Problem to work on
Every line of the entries below that carries the string "Sandi" should be copied.

*** Data records Section Begins ***

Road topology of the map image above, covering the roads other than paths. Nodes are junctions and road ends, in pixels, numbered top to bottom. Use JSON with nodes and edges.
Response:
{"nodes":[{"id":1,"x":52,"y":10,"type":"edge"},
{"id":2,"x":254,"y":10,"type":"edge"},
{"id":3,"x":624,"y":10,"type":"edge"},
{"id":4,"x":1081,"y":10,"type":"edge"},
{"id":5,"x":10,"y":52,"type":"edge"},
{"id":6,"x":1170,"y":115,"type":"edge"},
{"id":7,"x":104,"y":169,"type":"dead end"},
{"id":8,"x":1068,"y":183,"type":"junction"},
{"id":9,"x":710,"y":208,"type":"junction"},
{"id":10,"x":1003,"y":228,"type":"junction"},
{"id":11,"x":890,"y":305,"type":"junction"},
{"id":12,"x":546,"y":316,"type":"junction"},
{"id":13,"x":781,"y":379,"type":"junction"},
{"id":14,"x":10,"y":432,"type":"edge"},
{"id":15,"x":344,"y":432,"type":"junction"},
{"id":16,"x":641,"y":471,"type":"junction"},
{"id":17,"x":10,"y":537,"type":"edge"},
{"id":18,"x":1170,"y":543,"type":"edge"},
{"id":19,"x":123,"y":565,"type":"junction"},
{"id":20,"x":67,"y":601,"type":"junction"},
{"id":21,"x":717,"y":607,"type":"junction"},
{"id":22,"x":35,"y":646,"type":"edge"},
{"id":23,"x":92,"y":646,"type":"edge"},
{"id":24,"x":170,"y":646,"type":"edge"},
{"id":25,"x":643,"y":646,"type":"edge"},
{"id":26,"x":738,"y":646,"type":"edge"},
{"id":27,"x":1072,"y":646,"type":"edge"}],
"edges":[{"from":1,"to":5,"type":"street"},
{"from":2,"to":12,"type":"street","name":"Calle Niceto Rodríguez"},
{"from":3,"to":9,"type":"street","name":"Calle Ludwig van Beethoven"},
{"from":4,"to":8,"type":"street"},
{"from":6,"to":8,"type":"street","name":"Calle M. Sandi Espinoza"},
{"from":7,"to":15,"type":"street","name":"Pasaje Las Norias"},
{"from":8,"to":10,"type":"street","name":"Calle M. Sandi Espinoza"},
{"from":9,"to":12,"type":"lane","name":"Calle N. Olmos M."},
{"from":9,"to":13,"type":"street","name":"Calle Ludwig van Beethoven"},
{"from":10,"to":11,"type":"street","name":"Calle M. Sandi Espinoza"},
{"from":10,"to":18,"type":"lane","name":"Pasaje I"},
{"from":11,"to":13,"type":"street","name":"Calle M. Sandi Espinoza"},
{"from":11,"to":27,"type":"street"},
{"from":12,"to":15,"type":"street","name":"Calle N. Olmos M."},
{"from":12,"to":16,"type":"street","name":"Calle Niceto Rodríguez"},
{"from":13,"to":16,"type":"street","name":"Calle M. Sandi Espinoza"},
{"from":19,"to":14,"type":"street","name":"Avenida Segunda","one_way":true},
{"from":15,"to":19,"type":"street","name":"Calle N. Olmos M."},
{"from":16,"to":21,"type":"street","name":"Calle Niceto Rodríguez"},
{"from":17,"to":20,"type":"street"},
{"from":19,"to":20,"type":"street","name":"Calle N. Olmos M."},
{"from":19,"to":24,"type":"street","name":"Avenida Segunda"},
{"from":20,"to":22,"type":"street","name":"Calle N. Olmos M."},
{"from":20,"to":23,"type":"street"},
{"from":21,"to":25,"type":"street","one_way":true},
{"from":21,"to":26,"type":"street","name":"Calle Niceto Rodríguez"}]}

*** Data records Section Ends ***

Task result
{"from":6,"to":8,"type":"street","name":"Calle M. Sandi Espinoza"},
{"from":8,"to":10,"type":"street","name":"Calle M. Sandi Espinoza"},
{"from":10,"to":11,"type":"street","name":"Calle M. Sandi Espinoza"},
{"from":11,"to":13,"type":"street","name":"Calle M. Sandi Espinoza"},
{"from":13,"to":16,"type":"street","name":"Calle M. Sandi Espinoza"},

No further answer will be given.